* **Aim of the task**:
An exact copy of the data is required. No picture may appear in it.

* **Records to process**:
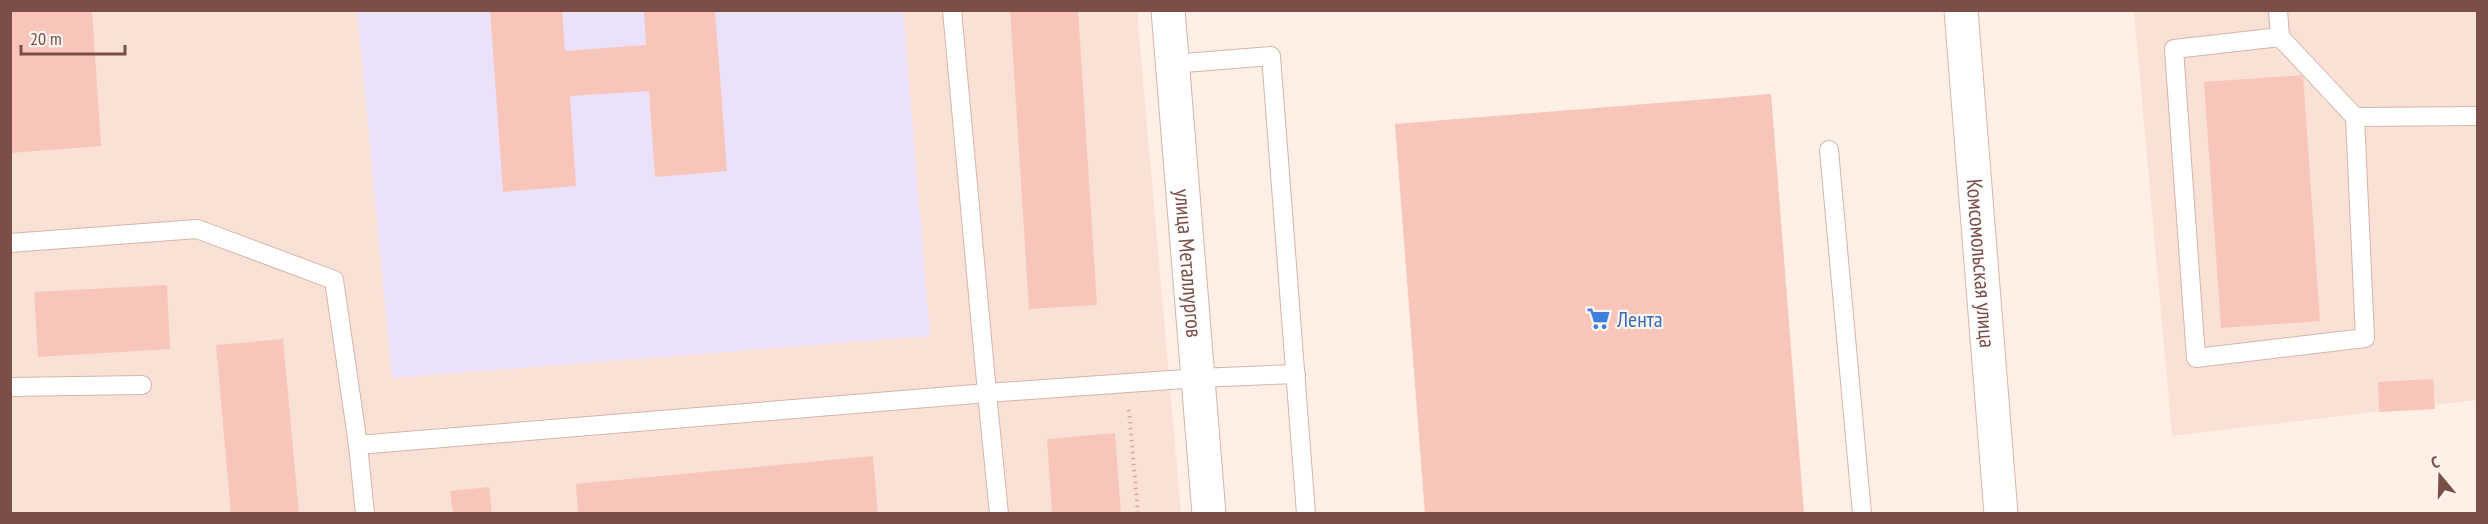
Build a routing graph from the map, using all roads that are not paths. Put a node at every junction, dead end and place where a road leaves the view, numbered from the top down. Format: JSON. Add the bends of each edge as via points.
{"nodes":[{"id":1,"x":952,"y":10,"type":"edge"},
{"id":2,"x":1168,"y":10,"type":"edge"},
{"id":3,"x":1960,"y":10,"type":"edge"},
{"id":4,"x":2278,"y":10,"type":"edge"},
{"id":5,"x":2280,"y":37,"type":"junction"},
{"id":6,"x":1172,"y":64,"type":"junction"},
{"id":7,"x":2478,"y":116,"type":"edge"},
{"id":8,"x":2355,"y":117,"type":"junction"},
{"id":9,"x":1829,"y":150,"type":"dead end"},
{"id":10,"x":10,"y":243,"type":"edge"},
{"id":11,"x":1296,"y":374,"type":"junction"},
{"id":12,"x":1198,"y":378,"type":"junction"},
{"id":13,"x":142,"y":385,"type":"dead end"},
{"id":14,"x":10,"y":387,"type":"edge"},
{"id":15,"x":987,"y":393,"type":"junction"},
{"id":16,"x":358,"y":445,"type":"junction"},
{"id":17,"x":365,"y":513,"type":"edge"},
{"id":18,"x":999,"y":513,"type":"edge"},
{"id":19,"x":1209,"y":513,"type":"edge"},
{"id":20,"x":1306,"y":513,"type":"edge"},
{"id":21,"x":1862,"y":513,"type":"edge"},
{"id":22,"x":2001,"y":513,"type":"edge"}],
"edges":[{"from":1,"to":15,"type":"lane"},
{"from":2,"to":6,"type":"street","name":"улица Металлургов"},
{"from":3,"to":22,"type":"street","name":"Комсомольская улица"},
{"from":4,"to":5,"type":"lane"},
{"from":5,"to":8,"type":"lane"},
{"from":5,"to":8,"type":"lane","via":[[2174,50],[2196,358],[2365,338]]},
{"from":6,"to":11,"type":"lane","via":[[1271,57]]},
{"from":6,"to":12,"type":"street","name":"улица Металлургов"},
{"from":7,"to":8,"type":"lane"},
{"from":9,"to":21,"type":"lane"},
{"from":10,"to":16,"type":"lane","via":[[196,229],[334,280]]},
{"from":11,"to":12,"type":"lane"},
{"from":11,"to":20,"type":"lane"},
{"from":12,"to":15,"type":"lane"},
{"from":12,"to":19,"type":"street","name":"улица Металлургов"},
{"from":13,"to":14,"type":"lane"},
{"from":15,"to":16,"type":"lane"},
{"from":15,"to":18,"type":"lane"},
{"from":16,"to":17,"type":"lane"}]}
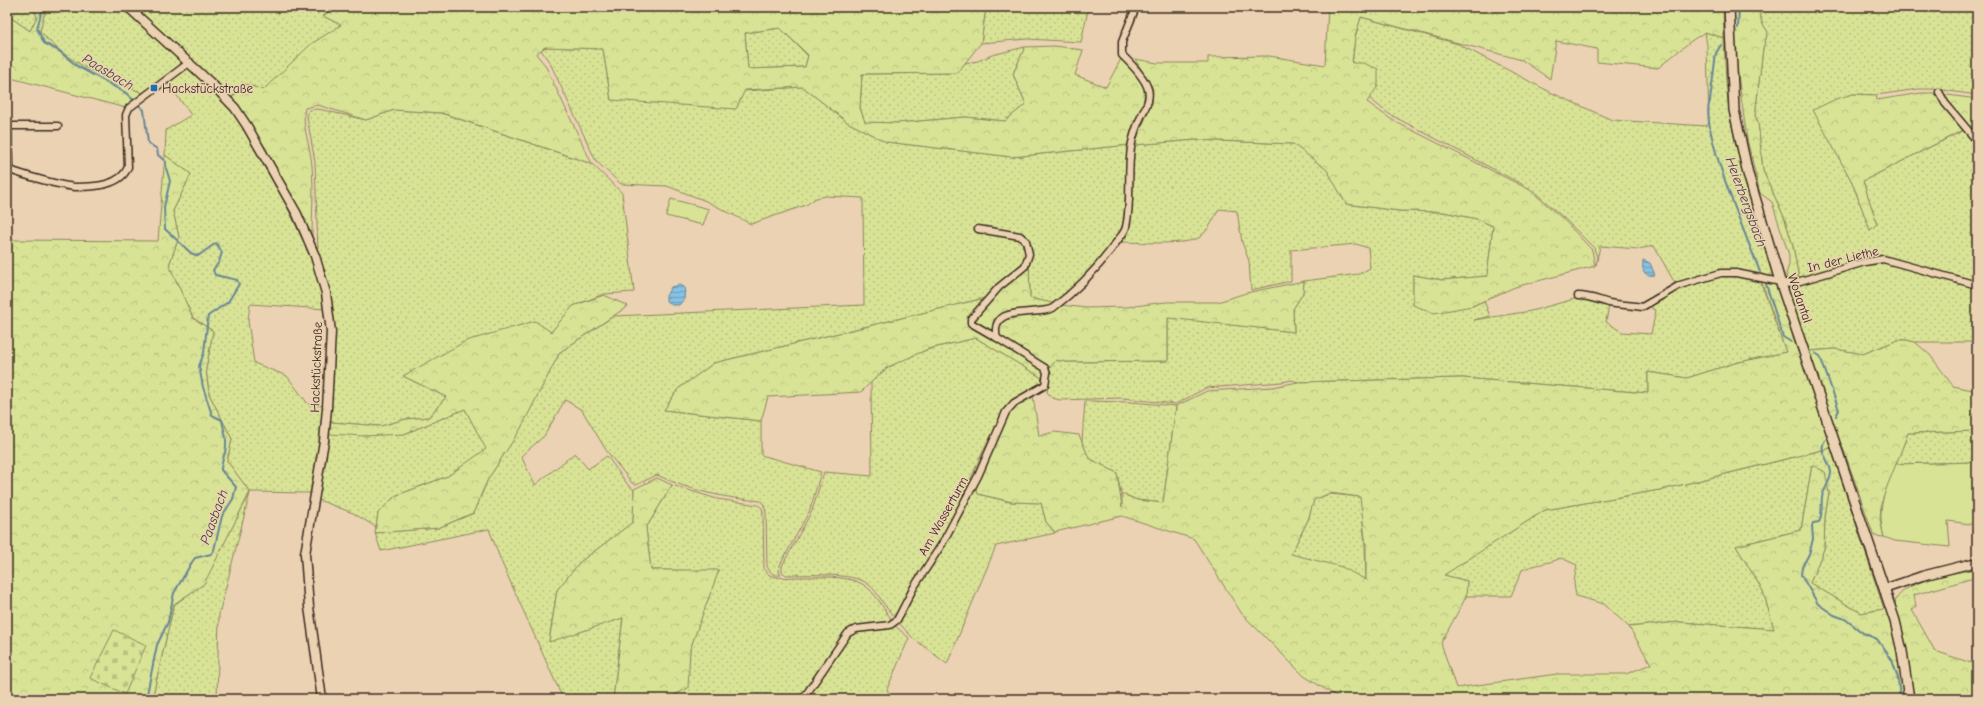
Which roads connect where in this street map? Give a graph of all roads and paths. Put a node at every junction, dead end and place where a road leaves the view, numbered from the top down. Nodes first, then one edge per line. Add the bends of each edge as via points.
1 (128, 7) edge
2 (1136, 7) edge
3 (1729, 7) edge
4 (190, 62) junction
5 (1939, 92) dead end
6 (8, 126) edge
7 (58, 126) dead end
8 (1977, 141) edge
9 (8, 170) edge
10 (978, 229) dead end
11 (1780, 281) junction
12 (1977, 285) edge
13 (1578, 296) dead end
14 (997, 338) junction
15 (1977, 562) edge
16 (1884, 588) junction
17 (322, 699) edge
18 (803, 699) edge
19 (1909, 699) edge

1 - 4 street, Hackstückstraße
2 - 14 street via 1122,42 1122,55 1134,66 1150,90 1149,102 1137,127 1131,148 1130,198 1126,229 1104,261 1059,303 1047,311 1020,312 1003,318 995,328
3 - 11 main road, Wodantal via 1734,110 1748,174
4 - 9 street via 132,104 126,114 128,167 118,180 76,187
4 - 17 street, Hackstückstraße via 226,97 260,148 309,242 329,306 331,337 324,441 305,554 308,607
5 - 8 street via 1944,103
6 - 7 street
6 - 9 street
10 - 14 street, Am Wasserturm via 1020,236 1026,241 1029,250 1025,266 1000,287 971,319 975,327
11 - 12 street, In der Liethe via 1790,284 1883,259
11 - 13 street, In der Liethe via 1721,272 1680,284 1642,307
11 - 16 main road, Wodantal
14 - 18 street, Am Wasserturm via 1045,368 1045,385 1014,403 1006,412 978,476 942,544 911,591 897,620 890,625 856,629 848,633
15 - 16 street
16 - 19 main road, Wodantal via 1902,651

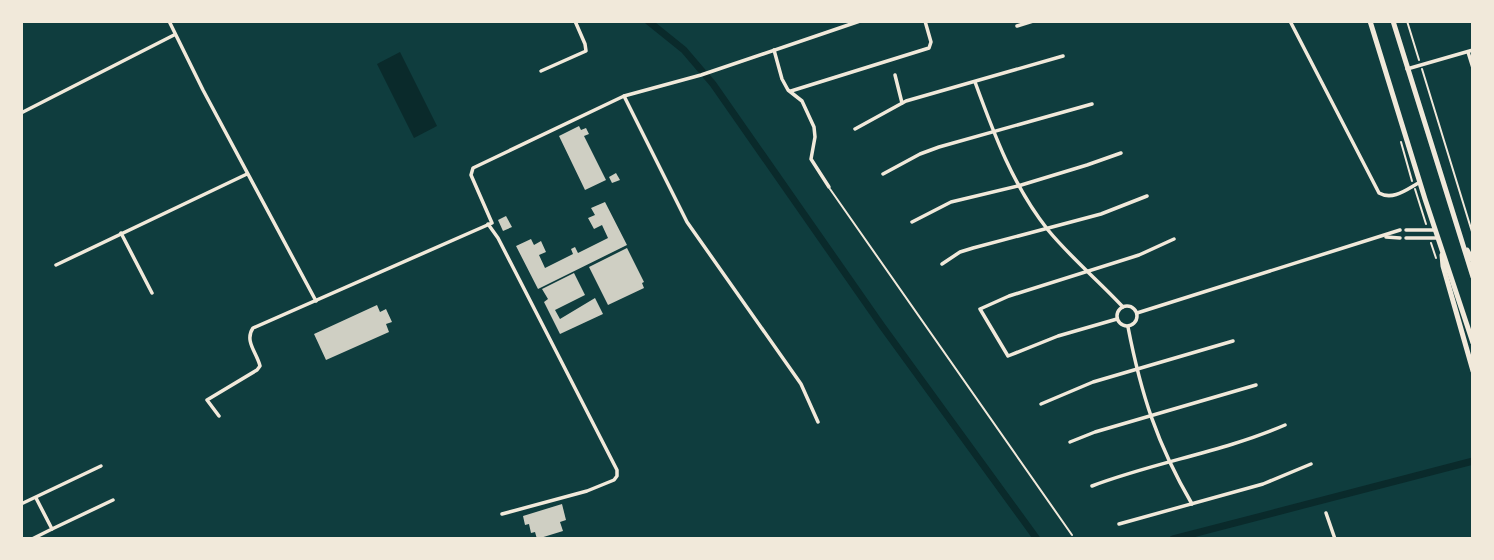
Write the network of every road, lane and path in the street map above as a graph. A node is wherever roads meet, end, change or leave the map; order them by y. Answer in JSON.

* **Exercise response**:
Build a routing graph from the map, using all roads that are not paths. Put a node at every junction, dead end and place where a road leaves the view, numbered from the top down. Format: JSON. Add the bends of each edge as via points.
{"nodes":[{"id":1,"x":952,"y":10,"type":"edge"},
{"id":2,"x":1168,"y":10,"type":"edge"},
{"id":3,"x":1960,"y":10,"type":"edge"},
{"id":4,"x":2278,"y":10,"type":"edge"},
{"id":5,"x":2280,"y":37,"type":"junction"},
{"id":6,"x":1172,"y":64,"type":"junction"},
{"id":7,"x":2478,"y":116,"type":"edge"},
{"id":8,"x":2355,"y":117,"type":"junction"},
{"id":9,"x":1829,"y":150,"type":"dead end"},
{"id":10,"x":10,"y":243,"type":"edge"},
{"id":11,"x":1296,"y":374,"type":"junction"},
{"id":12,"x":1198,"y":378,"type":"junction"},
{"id":13,"x":142,"y":385,"type":"dead end"},
{"id":14,"x":10,"y":387,"type":"edge"},
{"id":15,"x":987,"y":393,"type":"junction"},
{"id":16,"x":358,"y":445,"type":"junction"},
{"id":17,"x":365,"y":513,"type":"edge"},
{"id":18,"x":999,"y":513,"type":"edge"},
{"id":19,"x":1209,"y":513,"type":"edge"},
{"id":20,"x":1306,"y":513,"type":"edge"},
{"id":21,"x":1862,"y":513,"type":"edge"},
{"id":22,"x":2001,"y":513,"type":"edge"}],
"edges":[{"from":1,"to":15,"type":"lane"},
{"from":2,"to":6,"type":"street","name":"улица Металлургов"},
{"from":3,"to":22,"type":"street","name":"Комсомольская улица"},
{"from":4,"to":5,"type":"lane"},
{"from":5,"to":8,"type":"lane"},
{"from":5,"to":8,"type":"lane","via":[[2174,50],[2196,358],[2365,338]]},
{"from":6,"to":11,"type":"lane","via":[[1271,57]]},
{"from":6,"to":12,"type":"street","name":"улица Металлургов"},
{"from":7,"to":8,"type":"lane"},
{"from":9,"to":21,"type":"lane"},
{"from":10,"to":16,"type":"lane","via":[[196,229],[334,280]]},
{"from":11,"to":12,"type":"lane"},
{"from":11,"to":20,"type":"lane"},
{"from":12,"to":15,"type":"lane"},
{"from":12,"to":19,"type":"street","name":"улица Металлургов"},
{"from":13,"to":14,"type":"lane"},
{"from":15,"to":16,"type":"lane"},
{"from":15,"to":18,"type":"lane"},
{"from":16,"to":17,"type":"lane"}]}
Which roads connect where in this street map? Give a graph of all roads and paths. Put a node at every junction, dead end and place where a road leaves the view, numbered from the top down. Nodes first, then one edge per line. Add the bends of each edge as via points.
1 (128, 7) edge
2 (1136, 7) edge
3 (1729, 7) edge
4 (190, 62) junction
5 (1939, 92) dead end
6 (8, 126) edge
7 (58, 126) dead end
8 (1977, 141) edge
9 (8, 170) edge
10 (978, 229) dead end
11 (1780, 281) junction
12 (1977, 285) edge
13 (1578, 296) dead end
14 (997, 338) junction
15 (1977, 562) edge
16 (1884, 588) junction
17 (322, 699) edge
18 (803, 699) edge
19 (1909, 699) edge

1 - 4 street, Hackstückstraße
2 - 14 street via 1122,42 1122,55 1134,66 1150,90 1149,102 1137,127 1131,148 1130,198 1126,229 1104,261 1059,303 1047,311 1020,312 1003,318 995,328
3 - 11 main road, Wodantal via 1734,110 1748,174
4 - 9 street via 132,104 126,114 128,167 118,180 76,187
4 - 17 street, Hackstückstraße via 226,97 260,148 309,242 329,306 331,337 324,441 305,554 308,607
5 - 8 street via 1944,103
6 - 7 street
6 - 9 street
10 - 14 street, Am Wasserturm via 1020,236 1026,241 1029,250 1025,266 1000,287 971,319 975,327
11 - 12 street, In der Liethe via 1790,284 1883,259
11 - 13 street, In der Liethe via 1721,272 1680,284 1642,307
11 - 16 main road, Wodantal
14 - 18 street, Am Wasserturm via 1045,368 1045,385 1014,403 1006,412 978,476 942,544 911,591 897,620 890,625 856,629 848,633
15 - 16 street
16 - 19 main road, Wodantal via 1902,651

Write the network of every road, lane and path in the street map above as a graph. A node is wherever roads meet, end, change or leave the map; order them by y. Answer in JSON.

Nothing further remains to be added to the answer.